Donald Trump is such a lurid character (to put it politely) that it is all too easy to become obsessed with him. That helps explain why there is so much fraught discussion of him even outside the US. But too much focus on Trump has a down side. It can obscure the broader significance of important developments.

Let us take trade as an example. There is no doubt Trump is an avid protectionist. He openly calls for hefty trade restrictions against other nations and China in particular. Such a platform should be anathema to all supporters of free trade. However, the differences between Trump and most of his critics on this question are less than generally assumed. And it is not just because Hillary Clinton, too, has adopted bellicose rhetoric on the need for tariffs.

The last time there was genuinely free trade was the late 19th century. In essence, protectionism has changed its form over the years but it has not disappeared. The emphasis has shifted away from unilateral actions by nation states and the imposition of tariffs, but that does not mean it has withered away.

Many examples could be given to illustrate this point. For instance, when governments subsidise their own companies they are giving them an edge over competitors from abroad. But let us focus on free-trade agreements instead. Despite their name they are essentially a form of protectionism. The 20 trade agreements the US has with other countries, for instance, in effect mean that it will discriminate against firms from the remaining nations.

The Trans-Pacific Partnership (TPP), a multi-lateral agreement between 12 Pacific Rim countries including the US, also illustrates the point. Assuming it is ratified, it will leave many trade barriers between the signatories intact. Perhaps more importantly the parties involved have deliberately left China out of the arrangement. The TPP can be seen, at least partly, as an attempt to gain an edge over Asia’s economic giant by excluding it from the regional trading bloc.

Not that Europe is an innocent party in this respect. The EU may allow free trade between its member states but it imposes numerous barriers to exports from outside the region.

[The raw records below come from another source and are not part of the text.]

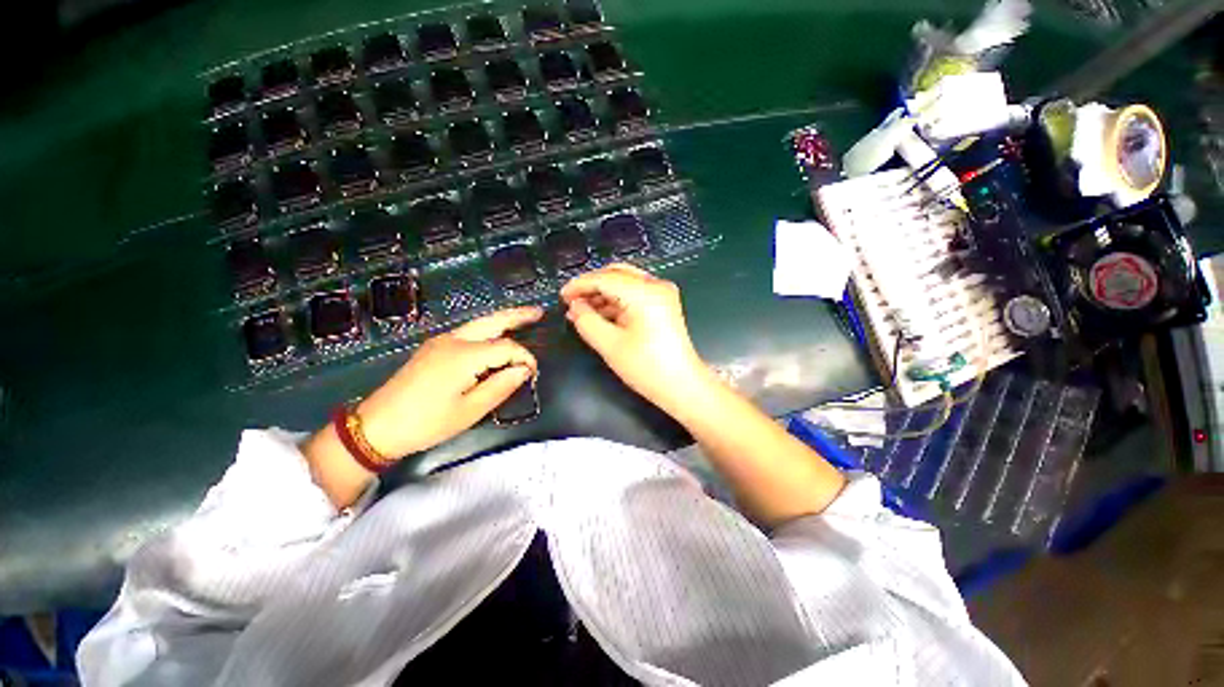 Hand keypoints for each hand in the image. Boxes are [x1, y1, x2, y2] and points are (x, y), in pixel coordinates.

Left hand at [356, 306, 541, 458]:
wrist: (377, 426)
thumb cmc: (427, 422)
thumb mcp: (470, 410)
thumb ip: (501, 386)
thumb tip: (523, 370)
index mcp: (464, 355)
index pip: (506, 347)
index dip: (524, 357)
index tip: (533, 373)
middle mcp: (453, 340)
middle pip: (492, 320)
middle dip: (518, 315)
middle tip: (539, 312)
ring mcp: (441, 341)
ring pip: (479, 323)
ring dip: (503, 319)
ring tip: (524, 318)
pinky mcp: (434, 347)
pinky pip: (468, 332)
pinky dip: (488, 329)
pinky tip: (496, 335)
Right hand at [561, 263, 711, 414]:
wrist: (682, 386)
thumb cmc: (648, 368)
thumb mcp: (610, 345)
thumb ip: (586, 321)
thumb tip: (575, 306)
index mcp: (645, 293)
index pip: (604, 278)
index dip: (579, 285)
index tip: (562, 296)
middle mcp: (656, 286)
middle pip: (615, 273)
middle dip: (591, 286)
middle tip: (571, 302)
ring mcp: (662, 294)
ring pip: (624, 282)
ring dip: (602, 294)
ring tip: (582, 312)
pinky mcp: (662, 304)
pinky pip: (634, 293)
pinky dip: (615, 301)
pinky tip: (601, 315)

When mainstream politicians say they support free trade they do not mean they advocate the unimpeded global flow of goods and services. Instead, they want their own nation’s products to be allowed to flow freely but those from other countries or blocs to be subject to protectionist barriers. This approach is invariably justified on the grounds that their competitors are acting unfairly. The political mainstream only has itself to blame when it finds the public so sceptical of its claims.